- **ACTION ITEM**: Beginning with the line that contains "middle tip: (414, 309)" and concluding with the final line of the listing below, output each line exactly, and only those lines.

== AVAILABLE DATA ==

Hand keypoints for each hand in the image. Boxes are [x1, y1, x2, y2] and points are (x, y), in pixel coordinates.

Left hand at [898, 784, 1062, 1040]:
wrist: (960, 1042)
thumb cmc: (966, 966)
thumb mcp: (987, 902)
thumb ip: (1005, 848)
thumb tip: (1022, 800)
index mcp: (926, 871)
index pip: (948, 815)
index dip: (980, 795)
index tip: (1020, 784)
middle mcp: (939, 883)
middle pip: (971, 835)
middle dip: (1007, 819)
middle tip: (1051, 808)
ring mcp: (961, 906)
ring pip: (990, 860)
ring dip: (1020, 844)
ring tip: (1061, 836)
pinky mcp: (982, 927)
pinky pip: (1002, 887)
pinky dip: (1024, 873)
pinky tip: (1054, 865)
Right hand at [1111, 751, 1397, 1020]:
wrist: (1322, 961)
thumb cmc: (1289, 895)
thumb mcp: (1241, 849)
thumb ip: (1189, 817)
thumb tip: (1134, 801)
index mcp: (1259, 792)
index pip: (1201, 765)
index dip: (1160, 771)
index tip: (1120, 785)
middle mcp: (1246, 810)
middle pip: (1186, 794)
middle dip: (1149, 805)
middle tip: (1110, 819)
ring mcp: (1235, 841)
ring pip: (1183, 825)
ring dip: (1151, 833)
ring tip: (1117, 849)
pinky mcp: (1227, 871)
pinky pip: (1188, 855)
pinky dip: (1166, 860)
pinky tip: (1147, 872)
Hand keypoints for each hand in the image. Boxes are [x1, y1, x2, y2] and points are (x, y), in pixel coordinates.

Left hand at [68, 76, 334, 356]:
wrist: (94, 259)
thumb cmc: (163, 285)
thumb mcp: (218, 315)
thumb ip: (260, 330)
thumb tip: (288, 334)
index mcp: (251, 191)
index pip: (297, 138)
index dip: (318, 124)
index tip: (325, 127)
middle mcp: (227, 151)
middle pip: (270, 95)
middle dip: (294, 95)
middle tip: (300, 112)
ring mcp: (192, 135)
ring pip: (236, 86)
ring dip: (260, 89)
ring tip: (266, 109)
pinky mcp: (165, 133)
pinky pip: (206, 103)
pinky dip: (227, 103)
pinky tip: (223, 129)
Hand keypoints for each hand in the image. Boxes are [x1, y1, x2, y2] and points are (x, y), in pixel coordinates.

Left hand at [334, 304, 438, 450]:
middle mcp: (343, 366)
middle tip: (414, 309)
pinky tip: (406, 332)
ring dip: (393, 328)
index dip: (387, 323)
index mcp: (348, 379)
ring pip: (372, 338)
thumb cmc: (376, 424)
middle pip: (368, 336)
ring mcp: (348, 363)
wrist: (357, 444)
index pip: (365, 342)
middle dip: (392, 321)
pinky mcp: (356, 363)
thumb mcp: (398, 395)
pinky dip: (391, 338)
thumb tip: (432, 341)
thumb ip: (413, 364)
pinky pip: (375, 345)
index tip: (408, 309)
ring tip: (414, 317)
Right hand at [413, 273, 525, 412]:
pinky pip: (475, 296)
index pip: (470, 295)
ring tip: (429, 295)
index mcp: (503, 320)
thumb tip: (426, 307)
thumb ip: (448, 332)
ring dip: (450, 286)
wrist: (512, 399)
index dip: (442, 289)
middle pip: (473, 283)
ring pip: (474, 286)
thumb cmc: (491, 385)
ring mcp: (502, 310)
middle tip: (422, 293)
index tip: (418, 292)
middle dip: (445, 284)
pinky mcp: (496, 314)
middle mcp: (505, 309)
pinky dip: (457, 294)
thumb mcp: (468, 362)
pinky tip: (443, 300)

===

- **ANSWER SECTION**:
middle tip: (414, 309)
pinky tip: (406, 332)
ring dip: (393, 328)
index dip: (387, 323)
index mcp: (348, 379)
ring pip: (372, 338)
thumb cmc: (376, 424)
middle pip: (368, 336)
ring mcp: (348, 363)
wrist: (357, 444)
index pip: (365, 342)
middle dip: (392, 321)
pinky mcp: (356, 363)
thumb mcp: (398, 395)
pinky dip: (391, 338)
thumb tip: (432, 341)
thumb ip: (413, 364)
pinky pip: (375, 345)
index tip: (408, 309)
ring tip: (414, 317)
Right hand at [413, 273, 525, 412]:
pinky pip: (475, 296)
index pip: (470, 295)
ring tip: (429, 295)
index mcp: (503, 320)
thumb tip: (426, 307)
thumb ip: (448, 332)
ring dip: (450, 286)
wrist: (512, 399)
index dip: (442, 289)
middle pip: (473, 283)
ring pip: (474, 286)
thumb cmc: (491, 385)
ring mcp: (502, 310)
middle tip: (422, 293)
index tip: (418, 292)
middle dip: (445, 284)
pinky mcp: (496, 314)
middle mcp: (505, 309)
pinky dip: (457, 294)
thumb mcp: (468, 362)
pinky tip: (443, 300)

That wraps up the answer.